Climate meetings between China and the US wrapped up without a major agreement. The meetings were seen as a precursor to COP28 discussions and were the first set of talks since China broke off climate discussions last year following Nancy Pelosi's visit to Taiwan. John Kerry met with China's VP and called for cooperation while also expressing concern for ongoing coal projects and methane leaks. Kerry also stated the US will not pay into a climate reparations fund. China President Xi said the country would pursue its own path on emissions reduction.

Elsewhere, the US is working with India to develop an energy transition investment platform while Japan, and UAE agreed to cooperate on climate following innovation partnership. The EU called for China, India, US to share burden of GHG emission cuts as its citizens begin to balk at costs of its own policies; EU emissions have fallen by a third since 1990 mainly due to less coal usage.

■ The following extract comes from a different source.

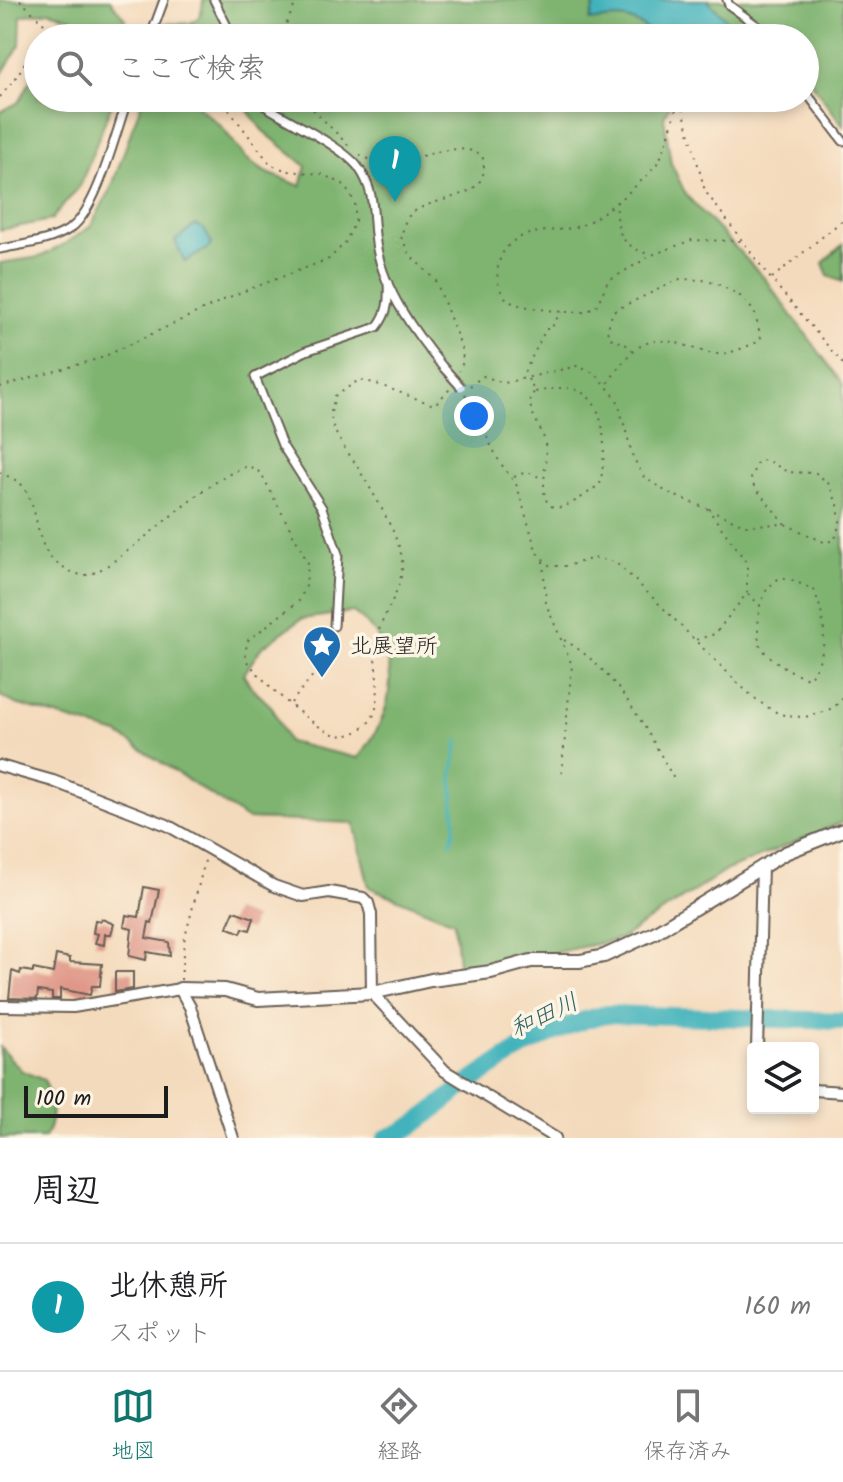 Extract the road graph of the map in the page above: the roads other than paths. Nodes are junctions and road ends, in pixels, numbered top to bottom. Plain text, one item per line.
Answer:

The WMO warned heatwaves are the new normal as temperatures hit 50C in parts of US and China with increasing heart attacks and deaths likely. Yesterday was the seventeenth consecutive day where average Earth temperature rose higher than any previously recorded levels.

Social & governance

A US Court of Appeals denied the FTC's appeal to block Microsoft's Activision acquisition; GOP lawmakers called on the agency to drop the opposition. The firms are considering giving up control of their cloud gaming unit to gain merger approval. Comes as the US FTC published guidelines on objectionable M&A deals.

United pilots reached a labor agreement, boosting pay in new four-year contract; the move prompted American Airlines to improve its labor deal for pilots ahead of union vote. US retail industry group urged the UPS to make a deal and avert a strike; Union head said they're prepared to continue talks. Hollywood actors joined the ongoing writers' strike; key areas of contention include compensation, use of AI, and health care and pension costs.

J&J must pay $18.8M to California man who says he developed cancer after using baby powder. The company joined fellow drug makers in suing the US government to block a program giving Medicare power to negotiate lower drug prices. Tesla directors agreed to return $735M to company, settling claims they were grossly overpaid; the settlement does not affect CEO Musk whose $56B pay is being challenged separately. BlackRock appointed Amin Nasser, CEO of oil giant Aramco, to its board. The move drew scrutiny given BlackRock’s historical commitment to responsible ESG-investing (a term CEO Fink recently denounced).